_RECORDS FOR THIS TASK_.
▼

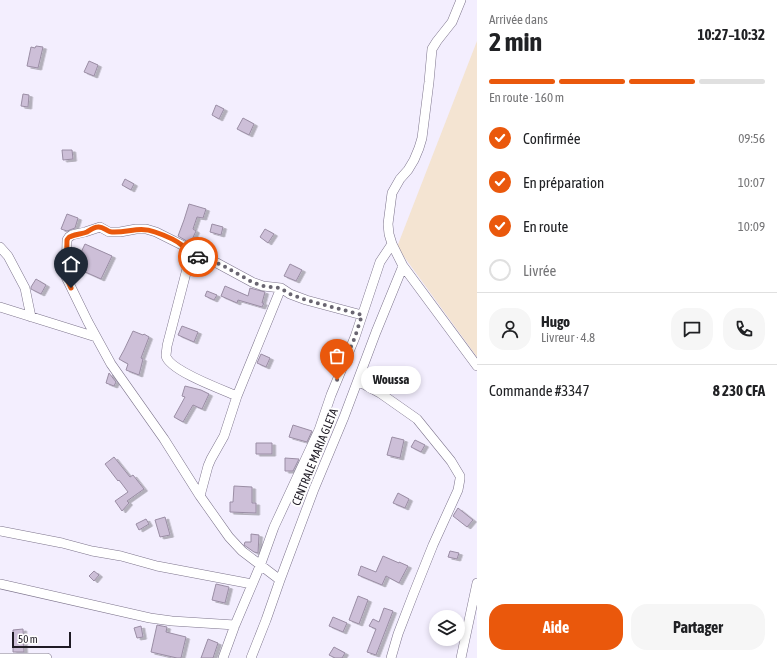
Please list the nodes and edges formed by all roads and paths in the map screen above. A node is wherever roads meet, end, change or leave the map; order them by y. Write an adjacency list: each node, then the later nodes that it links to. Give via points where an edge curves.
1 (462, 0): 2 (street, via 452,22 432,49 420,143 414,160 392,194 388,224)
2 (392, 244): 5 (street); 8 (street, via 380,262)
3 (0, 246): 9 (street, via 25,288)
4 (192, 255): 6 (street, via 218,263 252,282); 10 (street, via 182,245 146,229 109,232 100,226 69,237 66,277); 13 (street, via 166,356 186,374)
5 (403, 266): 11 (street); 12 (street, CENTRALE MARIA GLETA)
6 (280, 288): 8 (street, via 306,300); 13 (street)
7 (0, 307): 9 (street)
8 (362, 315): 16 (street, via 318,430 274,527)
9 (31, 317): 10 (street)
10 (96, 337): 14 (street, via 111,364 164,438)
11 (477, 366)
12 (358, 381): 17 (street, CENTRALE MARIA GLETA); 26 (street, via 417,419 460,476 458,490 433,545)
13 (237, 396): 14 (street, via 224,436 208,466)
14 (200, 496): 16 (street, via 229,537 242,552)
15 (0, 531): 20 (street)
16 (260, 566): 17 (street); 20 (street)
17 (280, 580): 25 (street, CENTRALE MARIA GLETA)
18 (477, 583): 27 (street)
19 (0, 584): 21 (street, via 150,618)
20 (252, 584): 21 (street)
21 (235, 625): 24 (street)
22 (0, 658): 23 (street)
23 (46, 658)
24 (223, 658)
25 (251, 658)
26 (391, 658)
27 (461, 658)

▲

_ASSIGNED TASK_. What is needed is the listing above, repeated verbatim, without its images.

_ANSWER SPACE_.
Please list the nodes and edges formed by all roads and paths in the map screen above. A node is wherever roads meet, end, change or leave the map; order them by y. Write an adjacency list: each node, then the later nodes that it links to. Give via points where an edge curves.
1 (462, 0): 2 (street, via 452,22 432,49 420,143 414,160 392,194 388,224)
2 (392, 244): 5 (street); 8 (street, via 380,262)
3 (0, 246): 9 (street, via 25,288)
4 (192, 255): 6 (street, via 218,263 252,282); 10 (street, via 182,245 146,229 109,232 100,226 69,237 66,277); 13 (street, via 166,356 186,374)
5 (403, 266): 11 (street); 12 (street, CENTRALE MARIA GLETA)
6 (280, 288): 8 (street, via 306,300); 13 (street)
7 (0, 307): 9 (street)
8 (362, 315): 16 (street, via 318,430 274,527)
9 (31, 317): 10 (street)
10 (96, 337): 14 (street, via 111,364 164,438)
11 (477, 366)
12 (358, 381): 17 (street, CENTRALE MARIA GLETA); 26 (street, via 417,419 460,476 458,490 433,545)
13 (237, 396): 14 (street, via 224,436 208,466)
14 (200, 496): 16 (street, via 229,537 242,552)
15 (0, 531): 20 (street)
16 (260, 566): 17 (street); 20 (street)
17 (280, 580): 25 (street, CENTRALE MARIA GLETA)
18 (477, 583): 27 (street)
19 (0, 584): 21 (street, via 150,618)
20 (252, 584): 21 (street)
21 (235, 625): 24 (street)
22 (0, 658): 23 (street)
23 (46, 658)
24 (223, 658)
25 (251, 658)
26 (391, 658)
27 (461, 658)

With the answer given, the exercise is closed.